Methods The study included 66 male patients with documented coronary heart disease and coronary artery calcification. Average age: 59.8 (55; 70) years. Tacna bone mineral density (BMD) was measured by dual-energy x-ray absorptiometry at densitometere on bone mineral density (g/cm3) and indicators of T-score at the femoral neck and lumbar spine (vertebral bodies LI-LIV). To determine the level of markers calcium and phosphorus metabolism served as serum or plasma of patients. The method of enzyme-linked immunosorbent assay, the concentration of the following analytes: parathyroid hormone, calcitonin, osteocalcin, the bone isoenzyme of alkaline phosphatase, osteoprotegerin, osteopontin, cathepsin K.

Results BMD of the evaluation of all patients divided into two groups: The first group includes patients with normal density (T-score of 2.5 to -1,0) (n=12, 20%), the second - patients osteoporosis and osteopenia (T-score of -1.1 or less) (n=53, 80%). That is, in the majority of patients with documented coronary heart disease and coronary artery calcification revealed various degrees of osteopenic syndrome. The evaluation of biomarkers calcium and phosphorus metabolism revealed a significant decrease in the level of osteocalcin in patients with coronary artery disease and osteopenic syndrome (17.51 [12.83; 22.13] ng/ml) compared with patients with normal densitometry (11.37 [8.03; 16.14] ng/ml, p<0.05), which reflects the severity of osteoporosis in these patients. A decreased content of osteopontin in patients with osteopenic syndrome (6.42 [5.44; 7.16] ng/ml) compared with patients with normal bone density, lint (6.84 [6.07; 7.50] ng/ml, p<0.05). This may be due to the known association of this parameter with the severity of atherosclerosis, but in the present study found a significant decrease when it osteopenic syndrome, which may be due to its protective effect against ostorezorbtsii. Also showed a reduction in the level of cathepsin K in patients with osteopenic syndrome (12.41 [0.01; 23.15] pmol/L) compared with patients with normal bone density (23.59 [0.01; 36.55] pmol/L, p<0.05), which can be attributed to the intracellular activity of this peptide in the development of bone resorption, lint. According to other indicators calcium and phosphorus metabolism significant differences between the groups of patients were identified.

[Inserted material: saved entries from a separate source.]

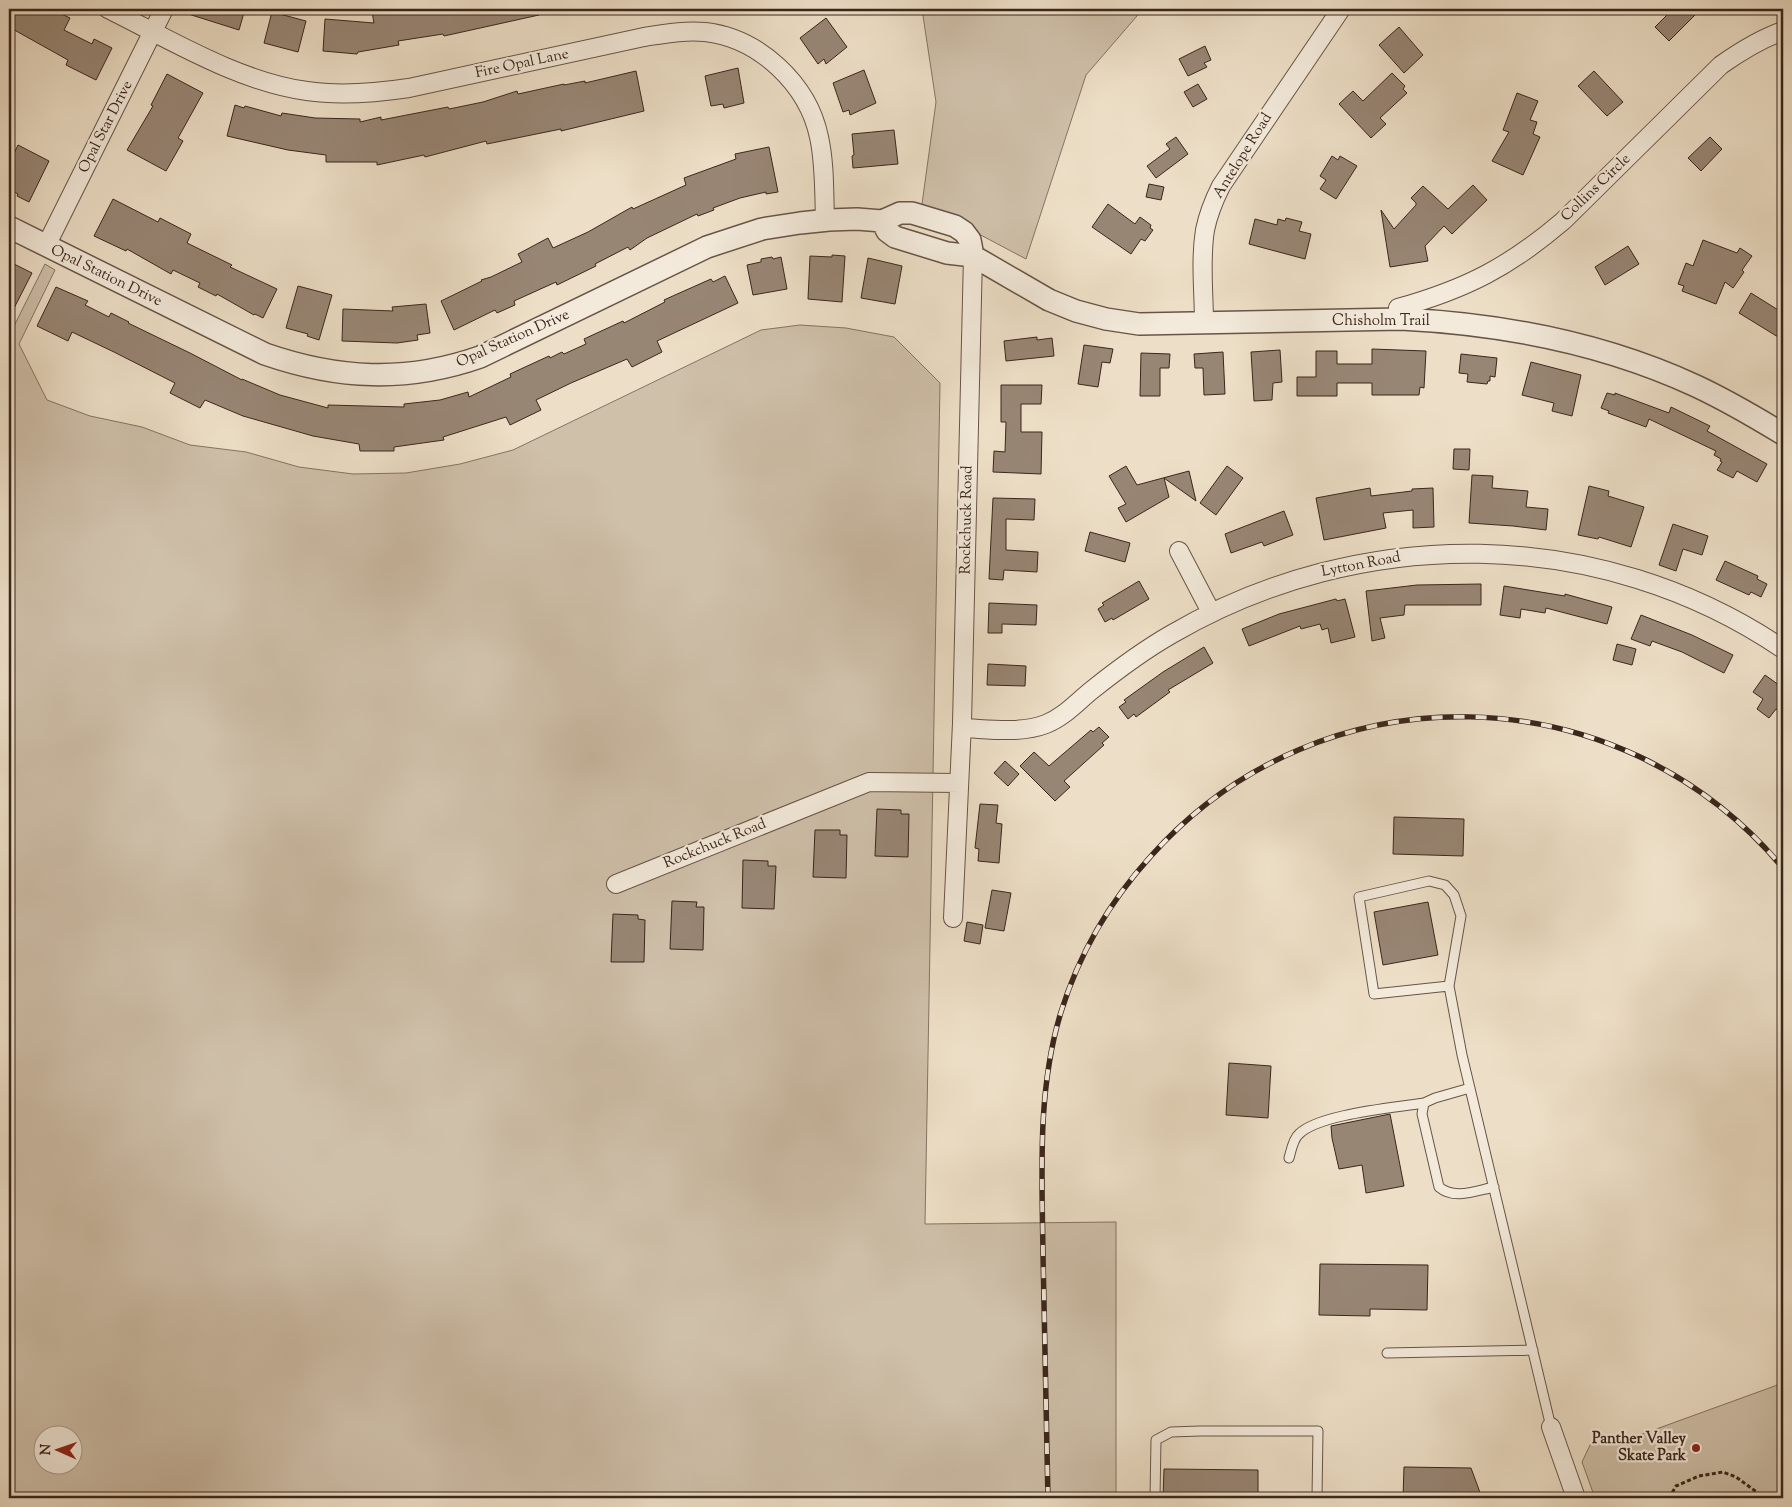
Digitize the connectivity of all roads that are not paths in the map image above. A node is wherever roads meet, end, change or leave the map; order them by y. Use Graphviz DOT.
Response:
graph roads {
  1 [pos="108,9"];
  2 [pos="164,9"];
  3 [pos="1341,9"];
  4 [pos="1783,31"];
  5 [pos="154,32"];
  6 [pos="825,221"];
  7 [pos="882,221"];
  8 [pos="9,227"];
  9 [pos="46,246"];
  10 [pos="973,256"];
  11 [pos="1401,320"];
  12 [pos="1204,324"];
  13 [pos="1783,434"];
  14 [pos="1179,551"];
  15 [pos="1211,612"];
  16 [pos="1783,649"];
  17 [pos="962,728"];
  18 [pos="959,783"];
  19 [pos="616,884"];
  20 [pos="953,918"];
  21 [pos="1449,986"];
  22 [pos="1470,1088"];
  23 [pos="1424,1103"];
  24 [pos="1288,1158"];
  25 [pos="1494,1187"];
  26 [pos="1533,1350"];
  27 [pos="1387,1353"];
  28 [pos="1552,1428"];
  29 [pos="1155,1498"];
  30 [pos="1318,1498"];
  31 [pos="1576,1498"];
  1 -- 5 [label="street, Fire Opal Lane"];
  2 -- 5 [label="street, Opal Star Drive"];
  3 -- 12 [label="street, Antelope Road"];
  4 -- 11 [label="street, Collins Circle"];
  5 -- 6 [label="street, Fire Opal Lane"];
  5 -- 9 [label="street, Opal Star Drive"];
  6 -- 7 [label="street, Opal Station Drive"];
  6 -- 9 [label="street, Opal Station Drive"];
  7 -- 10 [label="street"];
  7 -- 10 [label="street, Opal Station Drive"];
  8 -- 9 [label="street, Opal Station Drive"];
  10 -- 12 [label="street, Chisholm Trail"];
  10 -- 17 [label="street, Rockchuck Road"];
  11 -- 12 [label="street, Chisholm Trail"];
  11 -- 13 [label="street, Chisholm Trail"];
  14 -- 15 [label="street"];
  15 -- 16 [label="street, Lytton Road"];
  15 -- 17 [label="street, Lytton Road"];
  17 -- 18 [label="street, Rockchuck Road"];
  18 -- 19 [label="street, Rockchuck Road"];
  18 -- 20 [label="street, Rockchuck Road"];
  21 -- 21 [label="lane"];
  21 -- 22 [label="lane"];
  22 -- 23 [label="lane"];
  22 -- 25 [label="lane"];
  23 -- 24 [label="lane"];
  23 -- 25 [label="lane"];
  25 -- 26 [label="lane"];
  26 -- 27 [label="lane"];
  26 -- 28 [label="lane"];
  28 -- 31 [label="street"];
  29 -- 30 [label="lane"];
}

Conclusions The high frequency of osteopenia, detectable by densitometry male patients with coronary heart disease and coronary artery calcification. In patients with osteopenic syndrome also showed low levels of indicators characterizing the calcium and phosphorus metabolism: osteocalcin, osteopontin and cathepsin K, which may also affect the severity of coronary artery calcification.